**Material supplied:**

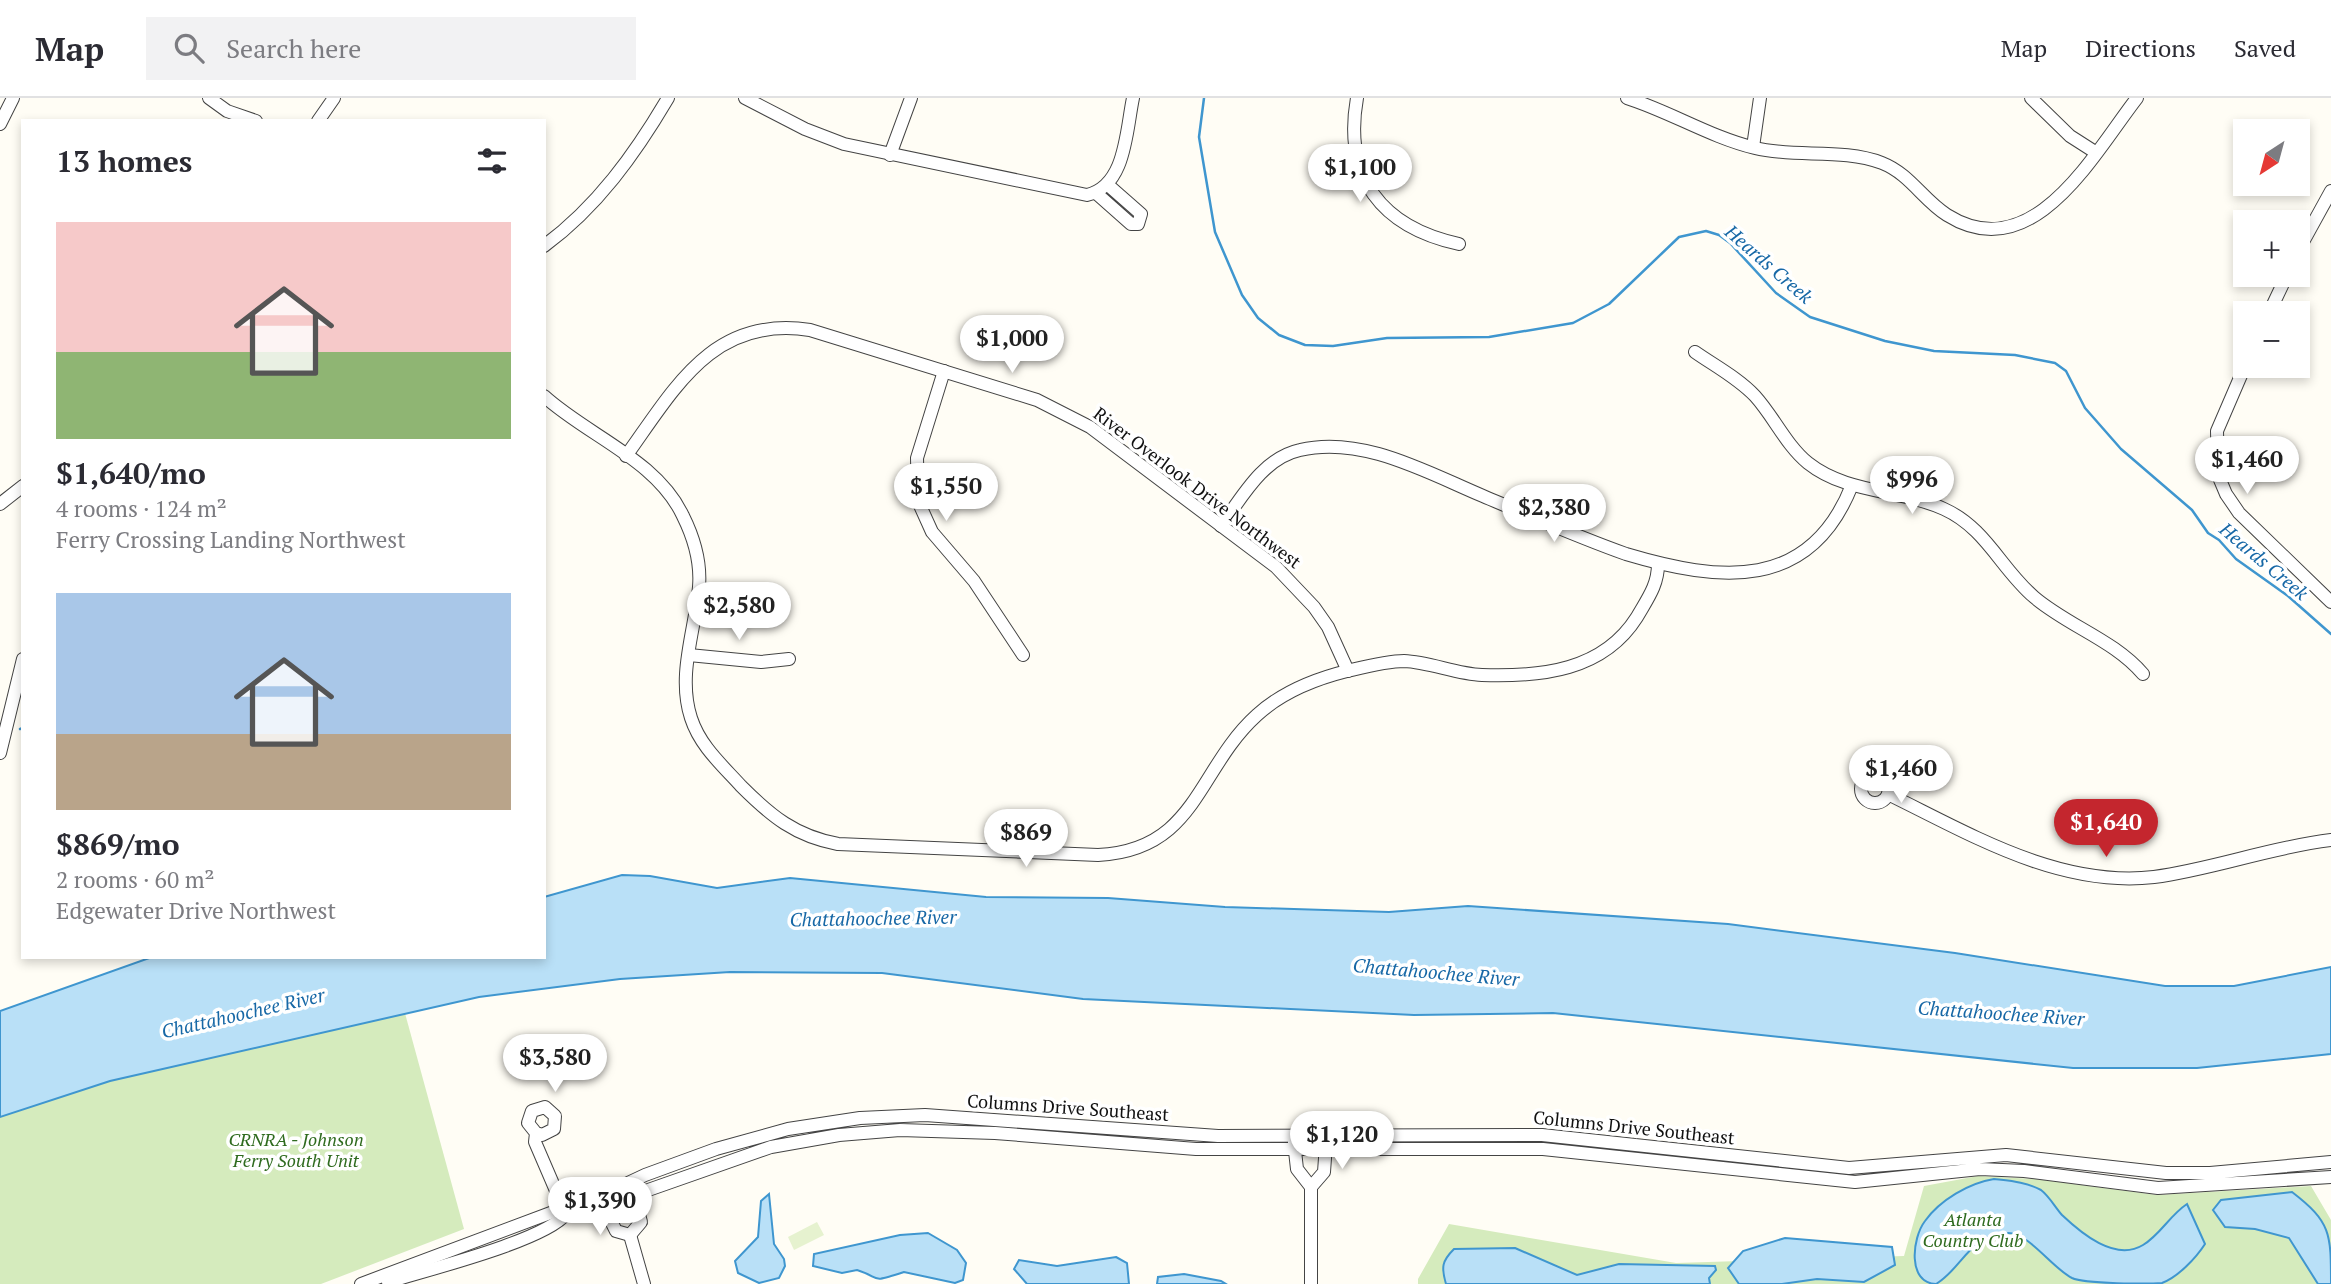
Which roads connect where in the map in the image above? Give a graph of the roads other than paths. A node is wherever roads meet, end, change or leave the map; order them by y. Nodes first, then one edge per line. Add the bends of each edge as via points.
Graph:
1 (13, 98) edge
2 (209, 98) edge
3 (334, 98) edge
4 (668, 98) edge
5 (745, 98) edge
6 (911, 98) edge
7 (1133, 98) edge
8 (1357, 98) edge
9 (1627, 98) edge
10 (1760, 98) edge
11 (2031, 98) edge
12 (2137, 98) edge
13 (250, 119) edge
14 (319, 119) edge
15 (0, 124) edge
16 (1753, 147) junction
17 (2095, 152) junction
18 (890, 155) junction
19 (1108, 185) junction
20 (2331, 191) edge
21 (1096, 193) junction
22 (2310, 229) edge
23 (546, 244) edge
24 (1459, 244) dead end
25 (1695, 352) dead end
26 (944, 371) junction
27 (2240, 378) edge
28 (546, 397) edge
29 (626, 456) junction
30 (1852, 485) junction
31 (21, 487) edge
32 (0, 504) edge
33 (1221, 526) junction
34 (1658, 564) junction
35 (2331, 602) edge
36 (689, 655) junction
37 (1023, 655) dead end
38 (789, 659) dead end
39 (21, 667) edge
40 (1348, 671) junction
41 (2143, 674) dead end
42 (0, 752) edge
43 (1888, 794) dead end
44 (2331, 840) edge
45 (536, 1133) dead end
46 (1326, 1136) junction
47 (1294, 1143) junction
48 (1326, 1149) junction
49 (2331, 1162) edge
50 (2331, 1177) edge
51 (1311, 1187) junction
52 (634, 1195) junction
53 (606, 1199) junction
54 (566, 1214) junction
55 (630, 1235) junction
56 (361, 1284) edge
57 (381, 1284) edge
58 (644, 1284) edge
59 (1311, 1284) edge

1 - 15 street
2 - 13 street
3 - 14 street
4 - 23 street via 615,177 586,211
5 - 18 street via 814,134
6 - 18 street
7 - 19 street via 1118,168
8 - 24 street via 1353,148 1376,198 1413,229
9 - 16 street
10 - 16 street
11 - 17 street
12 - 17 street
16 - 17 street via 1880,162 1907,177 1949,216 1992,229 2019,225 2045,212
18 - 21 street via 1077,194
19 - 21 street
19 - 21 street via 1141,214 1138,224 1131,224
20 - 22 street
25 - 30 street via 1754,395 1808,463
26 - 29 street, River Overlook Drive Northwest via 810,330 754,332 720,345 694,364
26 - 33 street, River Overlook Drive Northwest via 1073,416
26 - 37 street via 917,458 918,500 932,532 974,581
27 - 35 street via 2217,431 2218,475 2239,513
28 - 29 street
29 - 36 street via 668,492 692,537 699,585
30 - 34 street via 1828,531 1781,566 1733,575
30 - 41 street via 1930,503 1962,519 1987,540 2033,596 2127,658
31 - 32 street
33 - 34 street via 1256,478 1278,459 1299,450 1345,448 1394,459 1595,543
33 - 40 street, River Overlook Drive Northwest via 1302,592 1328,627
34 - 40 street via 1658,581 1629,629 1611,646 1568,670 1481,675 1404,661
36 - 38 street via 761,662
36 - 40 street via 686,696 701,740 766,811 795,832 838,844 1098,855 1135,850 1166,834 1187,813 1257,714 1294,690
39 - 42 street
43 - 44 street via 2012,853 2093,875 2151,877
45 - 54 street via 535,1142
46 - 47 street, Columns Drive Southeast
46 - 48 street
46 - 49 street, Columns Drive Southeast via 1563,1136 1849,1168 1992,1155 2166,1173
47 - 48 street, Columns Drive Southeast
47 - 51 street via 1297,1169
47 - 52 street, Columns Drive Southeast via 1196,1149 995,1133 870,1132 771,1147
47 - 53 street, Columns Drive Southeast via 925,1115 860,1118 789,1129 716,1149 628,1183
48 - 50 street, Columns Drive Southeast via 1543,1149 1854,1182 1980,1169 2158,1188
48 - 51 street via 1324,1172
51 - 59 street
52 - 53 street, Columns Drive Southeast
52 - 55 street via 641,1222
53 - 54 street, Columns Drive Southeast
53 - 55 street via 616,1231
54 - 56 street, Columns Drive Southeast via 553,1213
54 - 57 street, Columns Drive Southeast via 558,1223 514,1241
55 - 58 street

**What you are asked to do:** Verbatim repeat, images removed: give each entry again exactly as it reads.

**Result of the task:**
Which roads connect where in the map in the image above? Give a graph of the roads other than paths. A node is wherever roads meet, end, change or leave the map; order them by y. Nodes first, then one edge per line. Add the bends of each edge as via points.
Graph:
1 (13, 98) edge
2 (209, 98) edge
3 (334, 98) edge
4 (668, 98) edge
5 (745, 98) edge
6 (911, 98) edge
7 (1133, 98) edge
8 (1357, 98) edge
9 (1627, 98) edge
10 (1760, 98) edge
11 (2031, 98) edge
12 (2137, 98) edge
13 (250, 119) edge
14 (319, 119) edge
15 (0, 124) edge
16 (1753, 147) junction
17 (2095, 152) junction
18 (890, 155) junction
19 (1108, 185) junction
20 (2331, 191) edge
21 (1096, 193) junction
22 (2310, 229) edge
23 (546, 244) edge
24 (1459, 244) dead end
25 (1695, 352) dead end
26 (944, 371) junction
27 (2240, 378) edge
28 (546, 397) edge
29 (626, 456) junction
30 (1852, 485) junction
31 (21, 487) edge
32 (0, 504) edge
33 (1221, 526) junction
34 (1658, 564) junction
35 (2331, 602) edge
36 (689, 655) junction
37 (1023, 655) dead end
38 (789, 659) dead end
39 (21, 667) edge
40 (1348, 671) junction
41 (2143, 674) dead end
42 (0, 752) edge
43 (1888, 794) dead end
44 (2331, 840) edge
45 (536, 1133) dead end
46 (1326, 1136) junction
47 (1294, 1143) junction
48 (1326, 1149) junction
49 (2331, 1162) edge
50 (2331, 1177) edge
51 (1311, 1187) junction
52 (634, 1195) junction
53 (606, 1199) junction
54 (566, 1214) junction
55 (630, 1235) junction
56 (361, 1284) edge
57 (381, 1284) edge
58 (644, 1284) edge
59 (1311, 1284) edge

1 - 15 street
2 - 13 street
3 - 14 street
4 - 23 street via 615,177 586,211
5 - 18 street via 814,134
6 - 18 street
7 - 19 street via 1118,168
8 - 24 street via 1353,148 1376,198 1413,229
9 - 16 street
10 - 16 street
11 - 17 street
12 - 17 street
16 - 17 street via 1880,162 1907,177 1949,216 1992,229 2019,225 2045,212
18 - 21 street via 1077,194
19 - 21 street
19 - 21 street via 1141,214 1138,224 1131,224
20 - 22 street
25 - 30 street via 1754,395 1808,463
26 - 29 street, River Overlook Drive Northwest via 810,330 754,332 720,345 694,364
26 - 33 street, River Overlook Drive Northwest via 1073,416
26 - 37 street via 917,458 918,500 932,532 974,581
27 - 35 street via 2217,431 2218,475 2239,513
28 - 29 street
29 - 36 street via 668,492 692,537 699,585
30 - 34 street via 1828,531 1781,566 1733,575
30 - 41 street via 1930,503 1962,519 1987,540 2033,596 2127,658
31 - 32 street
33 - 34 street via 1256,478 1278,459 1299,450 1345,448 1394,459 1595,543
33 - 40 street, River Overlook Drive Northwest via 1302,592 1328,627
34 - 40 street via 1658,581 1629,629 1611,646 1568,670 1481,675 1404,661
36 - 38 street via 761,662
36 - 40 street via 686,696 701,740 766,811 795,832 838,844 1098,855 1135,850 1166,834 1187,813 1257,714 1294,690
39 - 42 street
43 - 44 street via 2012,853 2093,875 2151,877
45 - 54 street via 535,1142
46 - 47 street, Columns Drive Southeast
46 - 48 street
46 - 49 street, Columns Drive Southeast via 1563,1136 1849,1168 1992,1155 2166,1173
47 - 48 street, Columns Drive Southeast
47 - 51 street via 1297,1169
47 - 52 street, Columns Drive Southeast via 1196,1149 995,1133 870,1132 771,1147
47 - 53 street, Columns Drive Southeast via 925,1115 860,1118 789,1129 716,1149 628,1183
48 - 50 street, Columns Drive Southeast via 1543,1149 1854,1182 1980,1169 2158,1188
48 - 51 street via 1324,1172
51 - 59 street
52 - 53 street, Columns Drive Southeast
52 - 55 street via 641,1222
53 - 54 street, Columns Drive Southeast
53 - 55 street via 616,1231
54 - 56 street, Columns Drive Southeast via 553,1213
54 - 57 street, Columns Drive Southeast via 558,1223 514,1241
55 - 58 street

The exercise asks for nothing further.